Très clairement ! Nous sommes passés d’un management d’établissement à un management multi-sites et de territoires. Cela s’explique par le fort mouvement de concentration qui s’est amorcé en 2009, se traduisant par des directions communes à plusieurs établissements d’hôpitaux publics et d’établissements médicosociaux. Nous estimons ainsi que depuis sept ans, la moitié des directions ont disparu au profit de directions communes. Les logiques de filières se mettent en place, associant tous les acteurs de la santé, notamment la médecine de ville. Cette logique de management territorial et transverse implique de forts changements en matière de gestion de portefeuilles de projets. Attention toutefois : la récente réforme des groupements hospitaliers de territoire nous incite avant toute chose à travailler entre établissements publics. Et c’est l’un de nos principaux soucis : nous mettons en œuvre une réforme d’envergure tous les trois ou quatre ans nous demandant de travailler avec des partenaires différents, alors que nous souhaitons œuvrer avec l’ensemble des acteurs pour créer dans les territoires des filières de prise en charge les plus efficaces possibles. Nous demandons donc la limitation de la succession et de la juxtaposition des réformes.

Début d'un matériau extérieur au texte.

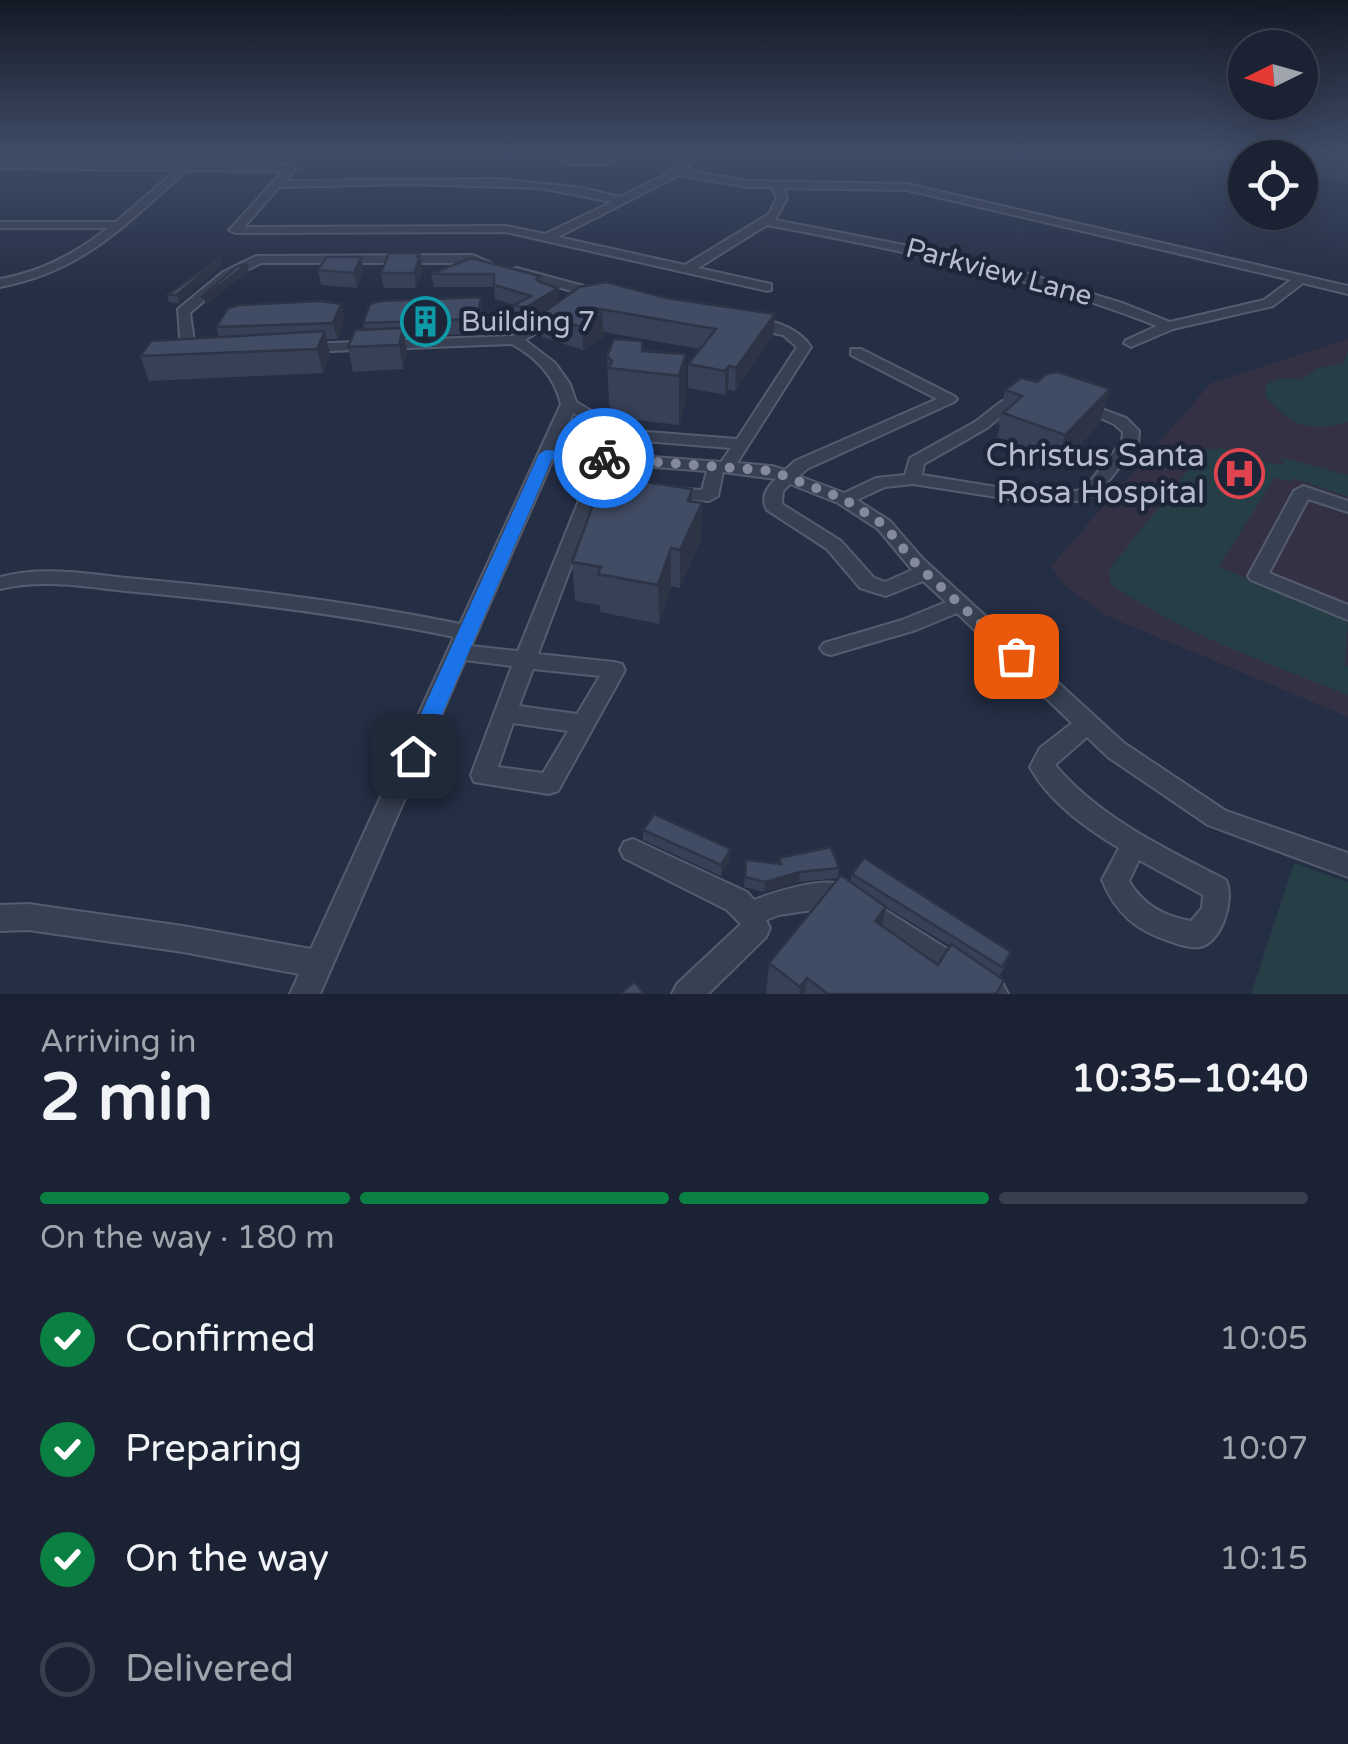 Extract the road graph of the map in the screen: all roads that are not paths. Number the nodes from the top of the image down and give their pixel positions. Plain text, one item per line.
1 (147, 199) edge
2 (264, 199) edge
3 (614, 199) edge
4 (625, 199) edge
5 (782, 199) edge
6 (960, 199) edge
7 (622, 201) junction
8 (765, 221) junction
9 (0, 225) edge
10 (117, 225) junction
11 (550, 237) junction
12 (686, 270) junction
13 (1301, 279) junction
14 (0, 283) edge
15 (767, 287) dead end
16 (1348, 290) edge
17 (590, 292) junction
18 (610, 298) edge
19 (742, 323) edge
20 (1169, 326) junction
21 (515, 340) junction
22 (1131, 343) dead end
23 (295, 348) edge
24 (216, 352) edge
25 (856, 352) dead end
26 (1037, 398) edge
27 (1064, 401) edge
28 (569, 404) junction
29 (741, 444) junction
30 (546, 454) junction
31 (721, 467) junction
32 (786, 476) junction
33 (913, 478) junction
34 (844, 499) junction
35 (1348, 507) edge
36 (926, 572) junction
37 (0, 584) edge
38 (959, 604) junction
39 (1348, 613) edge
40 (464, 643) junction
41 (831, 648) dead end
42 (525, 660) junction
43 (506, 714) junction
44 (1089, 722) junction
45 (584, 724) junction
46 (1135, 843) dead end
47 (633, 850) dead end
48 (1348, 865) edge
49 (750, 914) junction
50 (0, 918) edge
51 (318, 964) junction
52 (305, 994) edge
53 (686, 994) edge
54 (993, 994) edge

1 - 10 street
2 - 11 street
3 - 7 street
4 - 7 street
5 - 8 street
6 - 13 street
7 - 11 street
8 - 12 street
8 - 20 street, Parkview Lane
9 - 10 street
10 - 14 street
11 - 12 street
12 - 15 street
13 - 16 street
13 - 20 street
17 - 18 street
17 - 21 street
17 - 24 street
19 - 29 street
20 - 22 street
21 - 23 street
21 - 28 street
25 - 32 street
26 - 33 street
27 - 33 street
28 - 29 street
28 - 30 street
29 - 31 street
30 - 31 street
30 - 40 street
31 - 32 street
31 - 42 street
32 - 34 street
32 - 36 street
33 - 34 street
34 - 36 street
35 - 39 street
36 - 38 street
37 - 40 street
38 - 41 street
38 - 44 street
40 - 42 street
40 - 51 street
42 - 43 street
42 - 45 street
43 - 45 street
43 - 45 street
44 - 46 street
44 - 48 street
47 - 49 street
49 - 53 street
49 - 54 street
50 - 51 street
51 - 52 street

L’accompagnement et la formation des managers sont-ils décisifs dans la mise en œuvre des réformes ? Les directeurs, les cadres et tous les professionnels de l’hôpital sont confrontés à des changements financiers, technologiques et réglementaires importants et rapides. Certes, les managers ont l’habitude de ces changements. Mais la formation est essentielle : un management efficace suppose un accompagnement à la hauteur. En matière de santé publique, la gestion d’un portefeuille de projets ne peut pas être la même à l’échelle d’un établissement et à l’échelle plus large d’un territoire. L’autre axe de travail concerne la professionnalisation du management médical. On demande aujourd’hui à des professionnels reconnus dans le champ médical ou chirurgical de s’investir dans des logiques de management sans qu’il leur soit systématiquement proposé des formations, auxquelles ils aspirent. Un effort important doit être fait pour professionnaliser cette fonction de management médical dans tous les établissements.
Quelles sont les similitudes et les différences entre les missions managériales au sein des trois versants de la fonction publique ?
Peut-être certaines similitudes sont-elles plus marquées entre fonction publique territoriale et fonction publique hospitalière. Mais nous avons un point de convergence évident en manière de management au sein des trois versants, qui tient au management de la complexité. Les exigences se juxtaposent à un tel niveau que nous en sommes quasiment à un point de sédimentation. En matière de spécificités, le management hospitalier a une caractéristique propre qui tient à la composante médicale. Nous ne sommes pas dans un management hiérarchique entre communauté médicale et direction d’établissement : nous sommes dans une logique de management par la conviction, par l’incitation et par l’accompagnement pour porter ensemble les projets.
Ce management par la conviction peut-il se généraliser ?
C’est un challenge de tous les jours, mais nous avons effectivement la conviction que c’est le bon moyen de faire avancer les sujets avec des professionnels souvent de très haut niveau, qu’ils soient cadres de santé, ingénieurs ou médecins. Le management par la conviction, incarné et transverse, permet de rendre l’action publique plus efficace.